--- WORK INSTRUCTIONS ---
Look over the entries and say how many lines include the word "edges". Only the number, please.

--- SUPPLIED RECORDS ---
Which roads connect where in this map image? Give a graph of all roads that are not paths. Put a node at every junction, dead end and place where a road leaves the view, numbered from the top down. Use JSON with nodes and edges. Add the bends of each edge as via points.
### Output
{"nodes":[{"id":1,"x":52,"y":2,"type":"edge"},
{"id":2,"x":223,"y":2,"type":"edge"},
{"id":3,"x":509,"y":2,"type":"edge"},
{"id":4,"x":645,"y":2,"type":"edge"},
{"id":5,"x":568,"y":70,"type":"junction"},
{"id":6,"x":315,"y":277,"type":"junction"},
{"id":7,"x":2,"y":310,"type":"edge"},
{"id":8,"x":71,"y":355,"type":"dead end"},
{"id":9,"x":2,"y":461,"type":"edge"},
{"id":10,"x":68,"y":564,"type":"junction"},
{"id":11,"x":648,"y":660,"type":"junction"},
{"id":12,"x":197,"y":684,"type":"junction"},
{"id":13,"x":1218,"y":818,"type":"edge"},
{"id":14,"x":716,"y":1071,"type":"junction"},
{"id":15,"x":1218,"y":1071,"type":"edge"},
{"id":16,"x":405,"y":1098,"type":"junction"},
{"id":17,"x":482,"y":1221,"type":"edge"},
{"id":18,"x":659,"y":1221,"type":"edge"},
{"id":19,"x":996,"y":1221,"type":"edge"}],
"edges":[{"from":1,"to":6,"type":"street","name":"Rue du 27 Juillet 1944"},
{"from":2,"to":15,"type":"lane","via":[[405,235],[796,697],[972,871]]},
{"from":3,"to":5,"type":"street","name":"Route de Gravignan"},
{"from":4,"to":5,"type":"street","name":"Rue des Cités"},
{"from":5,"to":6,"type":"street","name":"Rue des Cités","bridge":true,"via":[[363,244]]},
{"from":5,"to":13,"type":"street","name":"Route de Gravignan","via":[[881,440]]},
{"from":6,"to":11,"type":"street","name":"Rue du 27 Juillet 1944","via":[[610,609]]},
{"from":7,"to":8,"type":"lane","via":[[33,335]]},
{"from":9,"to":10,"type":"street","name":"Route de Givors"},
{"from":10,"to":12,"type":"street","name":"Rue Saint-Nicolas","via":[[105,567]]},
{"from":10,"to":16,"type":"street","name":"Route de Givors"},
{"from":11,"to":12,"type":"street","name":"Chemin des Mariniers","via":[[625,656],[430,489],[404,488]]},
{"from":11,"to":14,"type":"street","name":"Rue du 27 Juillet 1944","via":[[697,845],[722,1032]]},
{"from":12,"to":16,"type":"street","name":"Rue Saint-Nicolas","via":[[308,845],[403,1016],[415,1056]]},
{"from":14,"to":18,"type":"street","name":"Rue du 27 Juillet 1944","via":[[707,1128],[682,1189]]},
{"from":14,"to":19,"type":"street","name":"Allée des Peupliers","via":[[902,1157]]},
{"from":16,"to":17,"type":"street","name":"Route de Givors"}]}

--- EXPECTED ANSWER ---
2